- How to complete this task -
All lines with the word "Wolfslochstraße" in the material below are required.

- Provided records -

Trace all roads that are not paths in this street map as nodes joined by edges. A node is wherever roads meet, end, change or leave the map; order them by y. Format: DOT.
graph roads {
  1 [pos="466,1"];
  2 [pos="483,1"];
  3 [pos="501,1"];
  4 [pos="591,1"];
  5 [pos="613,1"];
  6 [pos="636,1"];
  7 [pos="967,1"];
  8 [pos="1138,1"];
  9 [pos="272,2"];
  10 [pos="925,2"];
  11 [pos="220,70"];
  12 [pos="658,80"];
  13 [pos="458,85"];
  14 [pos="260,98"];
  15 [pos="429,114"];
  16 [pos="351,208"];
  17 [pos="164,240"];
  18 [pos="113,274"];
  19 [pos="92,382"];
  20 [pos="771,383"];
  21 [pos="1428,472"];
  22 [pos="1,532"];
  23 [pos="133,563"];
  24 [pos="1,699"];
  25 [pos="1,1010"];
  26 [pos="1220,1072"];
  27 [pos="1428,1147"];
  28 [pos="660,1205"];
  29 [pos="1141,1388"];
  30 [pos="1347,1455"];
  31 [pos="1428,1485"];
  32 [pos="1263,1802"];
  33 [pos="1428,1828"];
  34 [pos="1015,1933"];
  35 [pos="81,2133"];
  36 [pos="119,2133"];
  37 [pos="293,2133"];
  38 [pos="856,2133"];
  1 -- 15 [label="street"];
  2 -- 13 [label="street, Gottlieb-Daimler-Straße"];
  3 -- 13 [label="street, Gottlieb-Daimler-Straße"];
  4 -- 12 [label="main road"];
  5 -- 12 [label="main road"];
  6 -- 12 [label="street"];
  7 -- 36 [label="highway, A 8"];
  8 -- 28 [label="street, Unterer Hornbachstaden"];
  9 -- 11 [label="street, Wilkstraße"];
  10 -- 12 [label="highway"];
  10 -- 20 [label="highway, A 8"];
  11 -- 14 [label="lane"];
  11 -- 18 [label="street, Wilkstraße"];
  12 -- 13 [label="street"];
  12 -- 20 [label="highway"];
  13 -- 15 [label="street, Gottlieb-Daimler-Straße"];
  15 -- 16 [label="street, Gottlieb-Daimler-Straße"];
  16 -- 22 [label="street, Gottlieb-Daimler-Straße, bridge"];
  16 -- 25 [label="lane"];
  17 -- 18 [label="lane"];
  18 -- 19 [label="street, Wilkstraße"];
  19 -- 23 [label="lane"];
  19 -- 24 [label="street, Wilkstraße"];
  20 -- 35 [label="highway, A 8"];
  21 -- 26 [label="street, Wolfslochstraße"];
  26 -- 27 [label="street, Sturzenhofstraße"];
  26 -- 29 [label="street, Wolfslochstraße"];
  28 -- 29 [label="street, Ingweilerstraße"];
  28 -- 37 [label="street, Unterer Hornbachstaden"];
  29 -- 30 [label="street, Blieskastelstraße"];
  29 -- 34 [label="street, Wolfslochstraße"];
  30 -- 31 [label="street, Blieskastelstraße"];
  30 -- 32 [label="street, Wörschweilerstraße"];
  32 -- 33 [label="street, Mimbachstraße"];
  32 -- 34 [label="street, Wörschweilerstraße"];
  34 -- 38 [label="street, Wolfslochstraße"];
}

- Your solution -
  21 -- 26 [label="street, Wolfslochstraße"];
  26 -- 29 [label="street, Wolfslochstraße"];
  29 -- 34 [label="street, Wolfslochstraße"];
  34 -- 38 [label="street, Wolfslochstraße"];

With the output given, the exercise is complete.